Jesus promised new graces of choice to the priests who would belong to this Work: they would be “an example for each of their brothers in the priesthood, serving them out of love in their acts and their words, without division or compromise.” This work would be “international, regrouping priests from the monastic state as well as from the statute of priests serving in dioceses, regular and secular.”
This whole foundation matured in prayer and in sacrifice for ten years, in an existence entirely surrendered to God, but Maria Sieler never saw the realization of it. She died prematurely, all alone in her room, in the night of July 26th to the 27th, 1952. She had just returned from a final pilgrimage to the tomb of Saint Francis in Assisi. She was discovered on the 29th; she appeared asleep, kneeling on the floor, against her bed, with her head resting on her arm. Her face was radiant.
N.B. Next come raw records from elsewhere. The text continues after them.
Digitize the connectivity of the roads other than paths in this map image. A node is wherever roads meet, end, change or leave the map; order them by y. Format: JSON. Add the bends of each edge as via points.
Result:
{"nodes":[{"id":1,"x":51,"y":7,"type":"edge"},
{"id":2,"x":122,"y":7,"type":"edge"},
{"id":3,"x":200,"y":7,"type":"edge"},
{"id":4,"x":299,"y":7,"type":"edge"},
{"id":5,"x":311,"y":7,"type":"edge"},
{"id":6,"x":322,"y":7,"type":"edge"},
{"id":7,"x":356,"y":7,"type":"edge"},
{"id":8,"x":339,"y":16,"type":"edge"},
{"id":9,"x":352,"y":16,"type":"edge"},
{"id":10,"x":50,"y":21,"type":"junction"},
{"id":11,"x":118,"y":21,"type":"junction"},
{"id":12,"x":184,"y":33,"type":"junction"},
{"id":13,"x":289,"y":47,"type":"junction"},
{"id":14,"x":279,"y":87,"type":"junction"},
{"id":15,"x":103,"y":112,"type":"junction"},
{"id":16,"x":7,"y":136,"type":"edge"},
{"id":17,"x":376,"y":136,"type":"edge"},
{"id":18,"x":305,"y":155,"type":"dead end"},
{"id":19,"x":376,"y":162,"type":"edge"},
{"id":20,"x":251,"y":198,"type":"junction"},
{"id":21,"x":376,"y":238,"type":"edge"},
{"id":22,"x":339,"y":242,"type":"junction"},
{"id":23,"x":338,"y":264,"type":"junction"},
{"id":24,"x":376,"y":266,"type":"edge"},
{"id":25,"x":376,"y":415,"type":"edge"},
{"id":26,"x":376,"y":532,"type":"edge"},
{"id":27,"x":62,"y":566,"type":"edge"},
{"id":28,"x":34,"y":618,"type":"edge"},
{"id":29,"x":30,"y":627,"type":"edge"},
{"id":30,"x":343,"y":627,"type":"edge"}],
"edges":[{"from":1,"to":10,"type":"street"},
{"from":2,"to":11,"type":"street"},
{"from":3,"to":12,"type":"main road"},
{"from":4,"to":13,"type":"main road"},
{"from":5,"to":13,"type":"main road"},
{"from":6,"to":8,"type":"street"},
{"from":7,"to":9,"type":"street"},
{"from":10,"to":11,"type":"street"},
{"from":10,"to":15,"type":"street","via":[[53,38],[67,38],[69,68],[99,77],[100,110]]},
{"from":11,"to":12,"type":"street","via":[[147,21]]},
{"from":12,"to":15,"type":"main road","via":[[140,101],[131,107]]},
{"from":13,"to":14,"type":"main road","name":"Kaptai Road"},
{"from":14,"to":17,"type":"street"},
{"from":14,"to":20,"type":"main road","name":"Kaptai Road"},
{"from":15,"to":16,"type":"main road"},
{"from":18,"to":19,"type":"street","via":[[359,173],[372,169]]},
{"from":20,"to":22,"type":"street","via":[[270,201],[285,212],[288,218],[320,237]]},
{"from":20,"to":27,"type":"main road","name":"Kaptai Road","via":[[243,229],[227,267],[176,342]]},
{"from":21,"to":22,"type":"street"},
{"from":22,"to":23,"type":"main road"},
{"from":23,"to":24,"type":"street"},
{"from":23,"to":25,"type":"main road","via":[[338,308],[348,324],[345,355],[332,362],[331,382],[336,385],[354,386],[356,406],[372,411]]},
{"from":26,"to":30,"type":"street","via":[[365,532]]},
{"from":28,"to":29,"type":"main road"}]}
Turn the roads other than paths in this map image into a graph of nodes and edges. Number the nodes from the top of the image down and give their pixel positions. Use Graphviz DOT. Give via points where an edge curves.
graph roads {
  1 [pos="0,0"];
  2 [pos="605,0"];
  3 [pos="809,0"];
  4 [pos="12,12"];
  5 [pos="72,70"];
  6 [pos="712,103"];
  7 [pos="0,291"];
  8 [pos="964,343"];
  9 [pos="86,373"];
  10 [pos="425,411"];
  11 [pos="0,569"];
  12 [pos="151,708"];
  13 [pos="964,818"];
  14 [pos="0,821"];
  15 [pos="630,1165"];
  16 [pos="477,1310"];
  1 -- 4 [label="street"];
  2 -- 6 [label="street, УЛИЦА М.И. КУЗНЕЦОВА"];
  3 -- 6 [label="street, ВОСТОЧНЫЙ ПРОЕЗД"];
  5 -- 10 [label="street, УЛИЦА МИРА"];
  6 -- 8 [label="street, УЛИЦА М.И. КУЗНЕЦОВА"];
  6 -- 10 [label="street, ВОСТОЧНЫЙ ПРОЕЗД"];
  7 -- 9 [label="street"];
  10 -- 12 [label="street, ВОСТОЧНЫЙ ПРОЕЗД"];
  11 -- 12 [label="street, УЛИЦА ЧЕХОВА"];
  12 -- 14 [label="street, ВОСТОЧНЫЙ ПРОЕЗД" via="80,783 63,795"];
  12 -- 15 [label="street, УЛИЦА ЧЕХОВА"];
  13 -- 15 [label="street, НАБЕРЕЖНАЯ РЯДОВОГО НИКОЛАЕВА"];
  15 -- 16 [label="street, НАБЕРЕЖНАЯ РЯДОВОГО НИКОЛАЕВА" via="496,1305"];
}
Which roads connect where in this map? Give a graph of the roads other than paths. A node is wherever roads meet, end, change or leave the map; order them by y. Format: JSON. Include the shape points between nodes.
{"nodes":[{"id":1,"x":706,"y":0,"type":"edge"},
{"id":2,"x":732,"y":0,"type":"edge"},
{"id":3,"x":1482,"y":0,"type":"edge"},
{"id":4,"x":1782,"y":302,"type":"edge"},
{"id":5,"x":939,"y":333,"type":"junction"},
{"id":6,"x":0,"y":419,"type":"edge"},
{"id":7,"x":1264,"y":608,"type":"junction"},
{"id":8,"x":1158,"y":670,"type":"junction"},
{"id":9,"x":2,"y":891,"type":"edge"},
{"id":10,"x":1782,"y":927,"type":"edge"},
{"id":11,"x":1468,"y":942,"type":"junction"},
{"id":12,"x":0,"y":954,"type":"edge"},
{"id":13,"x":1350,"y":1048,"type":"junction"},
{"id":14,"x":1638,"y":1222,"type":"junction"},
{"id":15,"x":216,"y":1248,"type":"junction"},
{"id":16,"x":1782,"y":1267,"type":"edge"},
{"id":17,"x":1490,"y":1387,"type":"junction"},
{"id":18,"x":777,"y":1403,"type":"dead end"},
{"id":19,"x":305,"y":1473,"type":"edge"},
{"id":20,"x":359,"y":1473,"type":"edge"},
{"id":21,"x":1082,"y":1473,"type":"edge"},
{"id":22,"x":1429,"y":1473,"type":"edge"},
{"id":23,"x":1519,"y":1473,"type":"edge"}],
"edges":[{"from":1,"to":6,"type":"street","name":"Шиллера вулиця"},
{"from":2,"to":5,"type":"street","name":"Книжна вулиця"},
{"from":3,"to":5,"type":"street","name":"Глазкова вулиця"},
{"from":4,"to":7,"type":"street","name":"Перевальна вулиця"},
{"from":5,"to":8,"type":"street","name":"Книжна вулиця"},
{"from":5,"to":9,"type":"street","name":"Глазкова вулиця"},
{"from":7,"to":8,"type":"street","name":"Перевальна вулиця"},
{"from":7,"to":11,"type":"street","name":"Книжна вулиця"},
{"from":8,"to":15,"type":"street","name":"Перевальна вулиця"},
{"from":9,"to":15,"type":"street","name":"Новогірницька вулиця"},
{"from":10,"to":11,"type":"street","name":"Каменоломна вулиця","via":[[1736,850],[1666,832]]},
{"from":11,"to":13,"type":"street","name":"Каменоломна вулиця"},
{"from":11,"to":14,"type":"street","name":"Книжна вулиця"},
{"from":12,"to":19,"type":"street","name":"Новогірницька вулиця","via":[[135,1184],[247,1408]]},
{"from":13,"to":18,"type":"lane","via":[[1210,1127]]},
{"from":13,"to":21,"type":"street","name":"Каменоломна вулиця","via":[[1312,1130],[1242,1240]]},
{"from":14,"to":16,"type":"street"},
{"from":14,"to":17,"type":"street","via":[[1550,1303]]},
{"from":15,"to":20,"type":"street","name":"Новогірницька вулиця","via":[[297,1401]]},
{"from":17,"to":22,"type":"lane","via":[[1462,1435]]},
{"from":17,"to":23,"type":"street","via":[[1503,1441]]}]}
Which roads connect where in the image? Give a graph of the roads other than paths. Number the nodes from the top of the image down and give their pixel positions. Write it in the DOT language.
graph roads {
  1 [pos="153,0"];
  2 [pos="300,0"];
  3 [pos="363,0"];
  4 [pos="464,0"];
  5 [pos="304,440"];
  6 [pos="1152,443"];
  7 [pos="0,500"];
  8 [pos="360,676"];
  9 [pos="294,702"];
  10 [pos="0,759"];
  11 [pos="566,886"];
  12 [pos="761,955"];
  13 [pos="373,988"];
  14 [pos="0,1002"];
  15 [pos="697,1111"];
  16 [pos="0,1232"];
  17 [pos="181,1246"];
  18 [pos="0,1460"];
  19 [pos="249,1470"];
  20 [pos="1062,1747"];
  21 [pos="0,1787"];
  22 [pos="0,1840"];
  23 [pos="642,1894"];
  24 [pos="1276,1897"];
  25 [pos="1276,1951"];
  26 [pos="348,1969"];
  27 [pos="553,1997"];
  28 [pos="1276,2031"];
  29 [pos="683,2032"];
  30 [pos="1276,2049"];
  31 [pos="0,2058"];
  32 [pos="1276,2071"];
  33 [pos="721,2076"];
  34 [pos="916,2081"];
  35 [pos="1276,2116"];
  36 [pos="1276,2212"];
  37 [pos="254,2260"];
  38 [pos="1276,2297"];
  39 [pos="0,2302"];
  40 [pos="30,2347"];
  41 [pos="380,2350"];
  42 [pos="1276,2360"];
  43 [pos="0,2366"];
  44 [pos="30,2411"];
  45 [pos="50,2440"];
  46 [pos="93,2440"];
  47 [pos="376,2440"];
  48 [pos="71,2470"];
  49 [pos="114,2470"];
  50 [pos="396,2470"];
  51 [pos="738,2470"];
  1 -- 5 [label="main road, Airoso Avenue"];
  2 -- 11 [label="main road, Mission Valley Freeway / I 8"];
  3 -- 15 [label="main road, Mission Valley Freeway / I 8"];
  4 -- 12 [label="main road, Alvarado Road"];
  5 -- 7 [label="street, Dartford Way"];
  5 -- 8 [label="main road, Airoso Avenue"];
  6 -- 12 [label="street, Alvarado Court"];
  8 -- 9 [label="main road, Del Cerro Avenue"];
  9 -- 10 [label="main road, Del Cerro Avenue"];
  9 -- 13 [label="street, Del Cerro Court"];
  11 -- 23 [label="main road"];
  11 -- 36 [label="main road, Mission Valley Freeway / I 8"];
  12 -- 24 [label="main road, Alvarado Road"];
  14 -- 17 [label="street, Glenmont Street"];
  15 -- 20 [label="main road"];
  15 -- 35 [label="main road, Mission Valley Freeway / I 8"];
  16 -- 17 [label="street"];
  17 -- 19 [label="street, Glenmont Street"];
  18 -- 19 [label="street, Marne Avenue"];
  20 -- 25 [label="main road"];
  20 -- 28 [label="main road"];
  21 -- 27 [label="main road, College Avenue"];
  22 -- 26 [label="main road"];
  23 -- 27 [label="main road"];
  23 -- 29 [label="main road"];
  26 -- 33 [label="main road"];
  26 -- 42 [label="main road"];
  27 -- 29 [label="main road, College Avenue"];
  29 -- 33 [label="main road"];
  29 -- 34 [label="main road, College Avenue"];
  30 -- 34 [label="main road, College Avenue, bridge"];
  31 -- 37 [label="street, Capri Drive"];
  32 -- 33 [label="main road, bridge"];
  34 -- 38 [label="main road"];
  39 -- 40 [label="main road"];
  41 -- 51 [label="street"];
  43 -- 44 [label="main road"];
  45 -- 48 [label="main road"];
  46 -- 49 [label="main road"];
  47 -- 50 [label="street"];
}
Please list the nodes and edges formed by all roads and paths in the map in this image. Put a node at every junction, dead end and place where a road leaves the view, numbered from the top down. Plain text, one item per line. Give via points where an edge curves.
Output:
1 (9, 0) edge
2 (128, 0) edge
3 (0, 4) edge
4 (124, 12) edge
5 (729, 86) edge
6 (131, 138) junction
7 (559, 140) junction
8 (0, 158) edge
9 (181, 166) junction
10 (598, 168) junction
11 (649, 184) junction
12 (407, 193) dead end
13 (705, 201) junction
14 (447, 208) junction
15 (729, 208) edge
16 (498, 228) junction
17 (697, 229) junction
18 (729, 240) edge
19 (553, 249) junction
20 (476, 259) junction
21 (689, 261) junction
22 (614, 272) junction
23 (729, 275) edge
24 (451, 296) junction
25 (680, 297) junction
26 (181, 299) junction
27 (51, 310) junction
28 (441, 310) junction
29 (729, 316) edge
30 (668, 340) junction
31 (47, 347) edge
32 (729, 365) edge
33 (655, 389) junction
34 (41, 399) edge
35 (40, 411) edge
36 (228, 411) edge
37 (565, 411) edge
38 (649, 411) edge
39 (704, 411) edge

The Lord had come, like a thief, noiselessly, during one of those vigils in prayer that she offered Him, with her arms in the form of a cross.
Bishop Graber Establishes the Work
Many years later, on April 7, 1971, one of the most faithful friends of Maria Sieler officially founded the Work of the Great High Priest, together with thirteen other priests. It was Monsignor Rudolf Graber, the bishop of Regensburg (Ratisbonne).
I translated this short biographical notice of Maria Sieler from the French.